J.-P. S : Ce sont ces lectures qui vous ont « poussé » à devenir poète ?
M. K. : Vous savez, à cette époque, je voulais tout faire. J’ai essayé tous les arts. Mais quand je me suis concentré sur la littérature, j’ai très vite commencé à détester mes attitudes et mes exercices lyriques. Je pense qu’un romancier naît toujours sur la maison démolie de son lyrisme. Alors, j’ai démoli mon lyrisme ! J’avais un peu plus de 25 ans. Cette période est le mi-temps de ma vie, sa césure. Tout ce qui s’est passé avant est pour moi une préhistoire, qui n’a d’intérêt que pour la connaissance que je peux avoir de moi-même.
J.-P. S : Vous avez donc cessé de lire de la poésie ?
M. K. : Pas vraiment. C’est là le paradoxe de la situation. Disons que je l’ai refoulée plus que refusée. Je l’aime sans cesse. Elle m’aide sans cesse, même si j’en lis peu. C’est à la poésie moderne que je dois le sens du raccourci, le goût de l’intensité, la méfiance de l’ornement… Cela dit, je n’en lis que dans les accès de nostalgie, comme on ouvre un tiroir pour lire une vieille correspondance. C’est une lecture strictement récapitulative. Je ne m’intéresse plus à rien de nouveau.
J.-P. S : Vous connaissez la poésie française ?

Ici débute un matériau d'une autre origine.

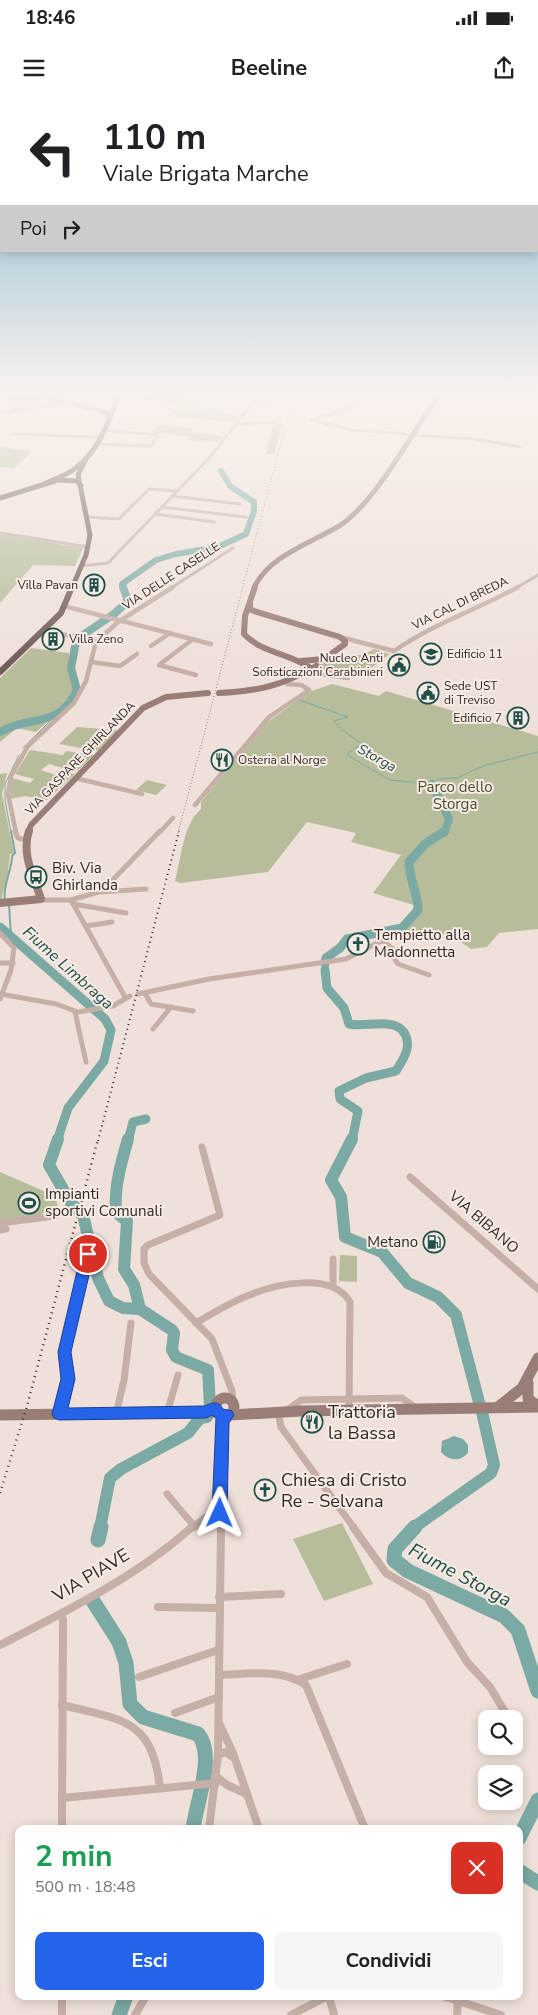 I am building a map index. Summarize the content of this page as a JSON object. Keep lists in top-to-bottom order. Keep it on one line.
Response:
{"streets":{"street":["VIA DELLE CASELLE","VIA CAL DI BREDA","VIA GASPARE GHIRLANDA","VIA BIBANO","VIA PIAVE"]},"water":["Storga","Fiume Limbraga","Fiume Storga"],"parks":["Parco dello Storga"],"places":{"building":["Villa Pavan","Villa Zeno","Edificio 7"],"school or university":["Edificio 11"],"public building":["Nucleo Anti Sofisticazioni Carabinieri","Sede UST di Treviso"],"restaurant":["Osteria al Norge","Trattoria la Bassa"],"bus stop":["Biv. Via Ghirlanda"],"church":["Tempietto alla Madonnetta","Chiesa di Cristo Re - Selvana"],"sports":["Impianti sportivi Comunali"],"fuel station":["Metano"]},"page":{"status":"18:46","header":"Beeline","turn":["110 m","Viale Brigata Marche"],"then":"Poi","heading":["2 min","500 m · 18:48"],"buttons":["Esci","Condividi"]}} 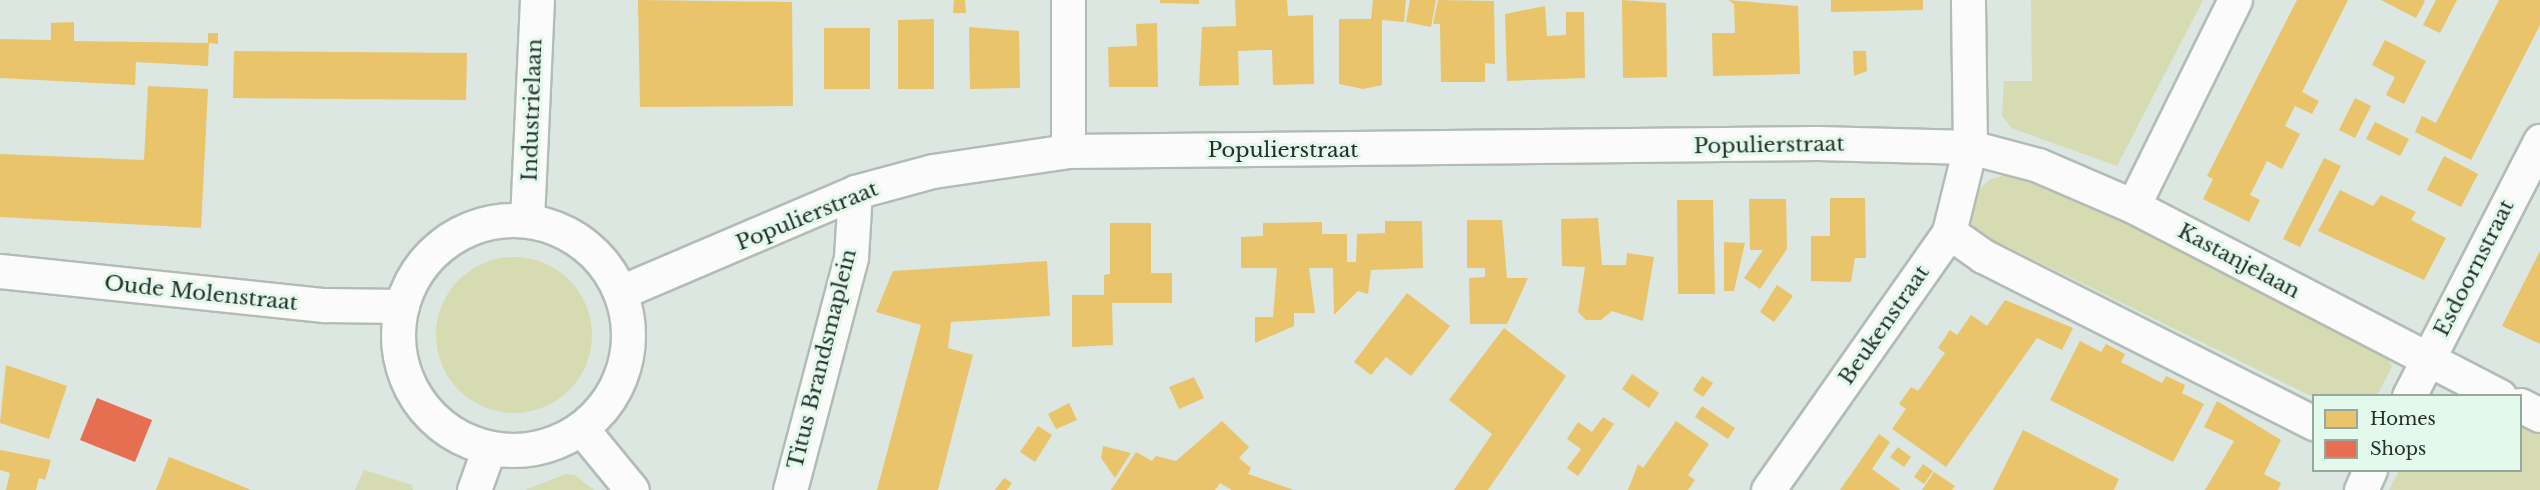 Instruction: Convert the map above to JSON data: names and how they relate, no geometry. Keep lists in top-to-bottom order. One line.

M. K. : Oui, Baudelaire, Apollinaire — j’ai moi-même traduit en tchèque un choix de ses poèmes — Rimbaud… ce dernier, je le connaissais à travers une traduction très très libre de Nezval. Ma fascination pour Rimbaud a d’abord été pour un Rimbaud complétement « nezvalisé », mais admirablement nezvalisé ! J’avais aussi un faible pour un poète maintenant à demi-oublié, O. V. de L. Milosz. A tel point que j’entends encore dans mes propres écrits des échos de sa mélodie mélancolique… Cela, je crois qu’aucun détective ne pourrait le trouver, mais pour ma part, j’en suis sûr !
J.-P. S : Et la prose française, à cette époque ?
M. K. : C’était surtout Rabelais. Il avait été traduit par un collectif dans le meilleur tchèque que l’on puisse imaginer. Je l’ai donc lu — ce qu’aucun Français n’a pu faire ! dans une langue claire, vivante, facile, moderne, sans poussière : il devenait contemporain d’Apollinaire. C’est d’ailleurs ce qui fait qu’il est très lu en Tchécoslovaquie, bien plus qu’ici ! J’étais fasciné par son côté ludique, provocateur, par ses énumérations, par cette liberté extraordinaire qui n’a pas peur de la vulgarité. Et je me souviens que, vers 18-19 ans, alors que j’étais ouvrier, je lisais Rabelais à mes compagnons de travail : un choix tendancieux, bien sûr, les passages érotiques et scatologiques, le torche-cul, ou la punition qu’inflige Panurge à une femme qui refuse de coucher avec lui. Ça les amusait beaucoup.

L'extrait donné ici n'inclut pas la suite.